### Instructions to follow
I need every line of the material below that includes the string "numbered".

[Data provided]

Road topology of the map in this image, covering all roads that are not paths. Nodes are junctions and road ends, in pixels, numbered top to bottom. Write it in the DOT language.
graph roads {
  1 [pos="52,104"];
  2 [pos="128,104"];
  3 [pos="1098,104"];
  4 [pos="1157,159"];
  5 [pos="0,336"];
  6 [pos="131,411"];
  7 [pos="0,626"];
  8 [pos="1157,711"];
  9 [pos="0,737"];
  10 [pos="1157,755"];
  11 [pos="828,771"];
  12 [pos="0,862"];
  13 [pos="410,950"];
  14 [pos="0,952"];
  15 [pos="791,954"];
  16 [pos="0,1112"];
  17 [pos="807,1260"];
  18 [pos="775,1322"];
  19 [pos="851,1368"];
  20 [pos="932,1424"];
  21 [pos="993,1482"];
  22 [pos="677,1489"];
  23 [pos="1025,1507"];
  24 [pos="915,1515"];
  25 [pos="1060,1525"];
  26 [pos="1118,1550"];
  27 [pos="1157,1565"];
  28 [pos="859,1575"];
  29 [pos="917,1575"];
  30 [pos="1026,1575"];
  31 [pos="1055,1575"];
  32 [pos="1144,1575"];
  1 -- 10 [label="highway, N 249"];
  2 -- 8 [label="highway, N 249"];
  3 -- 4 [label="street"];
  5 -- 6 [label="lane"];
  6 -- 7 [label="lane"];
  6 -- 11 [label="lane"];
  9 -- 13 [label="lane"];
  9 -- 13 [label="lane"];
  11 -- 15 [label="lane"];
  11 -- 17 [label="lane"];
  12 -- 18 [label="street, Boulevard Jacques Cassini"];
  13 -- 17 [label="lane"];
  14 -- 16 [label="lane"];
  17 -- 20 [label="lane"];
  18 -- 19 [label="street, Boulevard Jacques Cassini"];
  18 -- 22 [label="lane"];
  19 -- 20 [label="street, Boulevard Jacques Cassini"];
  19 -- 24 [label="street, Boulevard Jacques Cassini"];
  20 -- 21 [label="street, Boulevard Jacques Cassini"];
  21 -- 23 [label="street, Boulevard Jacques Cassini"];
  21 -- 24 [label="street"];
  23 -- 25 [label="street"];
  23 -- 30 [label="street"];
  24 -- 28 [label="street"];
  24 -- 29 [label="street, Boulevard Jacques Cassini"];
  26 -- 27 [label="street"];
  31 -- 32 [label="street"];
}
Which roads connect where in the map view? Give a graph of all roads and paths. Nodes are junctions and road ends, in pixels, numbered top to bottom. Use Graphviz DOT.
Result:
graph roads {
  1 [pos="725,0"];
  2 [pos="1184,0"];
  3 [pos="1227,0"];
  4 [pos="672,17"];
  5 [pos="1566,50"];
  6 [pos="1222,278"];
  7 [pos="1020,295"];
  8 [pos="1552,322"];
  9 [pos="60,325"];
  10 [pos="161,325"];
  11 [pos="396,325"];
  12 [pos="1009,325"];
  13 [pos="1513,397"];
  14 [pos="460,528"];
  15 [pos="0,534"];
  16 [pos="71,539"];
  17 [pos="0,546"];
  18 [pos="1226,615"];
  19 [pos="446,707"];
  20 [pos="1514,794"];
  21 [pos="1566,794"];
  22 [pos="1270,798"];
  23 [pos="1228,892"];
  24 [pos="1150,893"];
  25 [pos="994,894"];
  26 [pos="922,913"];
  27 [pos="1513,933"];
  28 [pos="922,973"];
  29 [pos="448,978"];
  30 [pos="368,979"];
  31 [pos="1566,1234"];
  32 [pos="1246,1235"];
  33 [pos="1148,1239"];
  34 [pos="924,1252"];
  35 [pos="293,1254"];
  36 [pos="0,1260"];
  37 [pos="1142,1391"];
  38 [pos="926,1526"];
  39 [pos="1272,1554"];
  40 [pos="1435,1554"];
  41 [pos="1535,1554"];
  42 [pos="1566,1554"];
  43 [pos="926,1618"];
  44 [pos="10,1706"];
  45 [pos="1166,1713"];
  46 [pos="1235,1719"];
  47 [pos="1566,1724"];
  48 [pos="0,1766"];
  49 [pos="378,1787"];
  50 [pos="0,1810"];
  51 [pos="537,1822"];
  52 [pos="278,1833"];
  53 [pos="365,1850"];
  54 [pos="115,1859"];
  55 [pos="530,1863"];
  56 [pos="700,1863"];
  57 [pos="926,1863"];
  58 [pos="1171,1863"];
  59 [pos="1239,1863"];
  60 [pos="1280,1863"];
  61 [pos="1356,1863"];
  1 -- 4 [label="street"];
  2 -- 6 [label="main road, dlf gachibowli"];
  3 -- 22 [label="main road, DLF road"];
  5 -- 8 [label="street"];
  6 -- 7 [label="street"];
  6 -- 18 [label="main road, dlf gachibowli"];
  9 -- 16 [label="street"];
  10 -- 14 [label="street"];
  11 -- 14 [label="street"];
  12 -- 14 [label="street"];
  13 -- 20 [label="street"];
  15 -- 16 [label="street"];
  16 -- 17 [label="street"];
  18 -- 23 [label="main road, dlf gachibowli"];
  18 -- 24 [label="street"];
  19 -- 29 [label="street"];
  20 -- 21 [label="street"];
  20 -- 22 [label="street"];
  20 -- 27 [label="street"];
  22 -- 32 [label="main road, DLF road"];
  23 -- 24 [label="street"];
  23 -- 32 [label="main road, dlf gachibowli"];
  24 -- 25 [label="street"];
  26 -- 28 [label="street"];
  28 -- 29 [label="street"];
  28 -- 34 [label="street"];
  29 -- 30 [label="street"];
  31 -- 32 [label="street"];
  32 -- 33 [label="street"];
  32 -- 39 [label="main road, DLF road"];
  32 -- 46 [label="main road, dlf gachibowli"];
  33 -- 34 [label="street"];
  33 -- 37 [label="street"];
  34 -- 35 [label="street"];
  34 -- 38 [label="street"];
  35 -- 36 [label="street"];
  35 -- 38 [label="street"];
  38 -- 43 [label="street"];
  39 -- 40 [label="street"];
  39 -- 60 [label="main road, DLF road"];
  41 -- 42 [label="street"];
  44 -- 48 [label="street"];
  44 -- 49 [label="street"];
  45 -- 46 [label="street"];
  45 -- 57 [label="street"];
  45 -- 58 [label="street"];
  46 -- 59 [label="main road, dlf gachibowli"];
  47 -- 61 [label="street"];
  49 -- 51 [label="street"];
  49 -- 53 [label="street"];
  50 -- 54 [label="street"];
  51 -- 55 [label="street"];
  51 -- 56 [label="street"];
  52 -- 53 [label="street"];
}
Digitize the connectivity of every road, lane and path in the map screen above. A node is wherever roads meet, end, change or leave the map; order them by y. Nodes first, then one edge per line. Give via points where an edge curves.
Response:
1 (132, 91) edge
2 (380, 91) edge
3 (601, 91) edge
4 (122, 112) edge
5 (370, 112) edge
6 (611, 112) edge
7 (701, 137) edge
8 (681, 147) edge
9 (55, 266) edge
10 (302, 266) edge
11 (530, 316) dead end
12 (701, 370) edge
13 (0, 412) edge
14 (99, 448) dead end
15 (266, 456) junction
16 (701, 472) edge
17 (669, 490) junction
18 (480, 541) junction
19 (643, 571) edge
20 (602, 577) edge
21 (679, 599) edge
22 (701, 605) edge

[/Data provided]

### Task response
Road topology of the map in this image, covering all roads that are not paths. Nodes are junctions and road ends, in pixels, numbered top to bottom. Write it in the DOT language.
Which roads connect where in the map view? Give a graph of all roads and paths. Nodes are junctions and road ends, in pixels, numbered top to bottom. Use Graphviz DOT.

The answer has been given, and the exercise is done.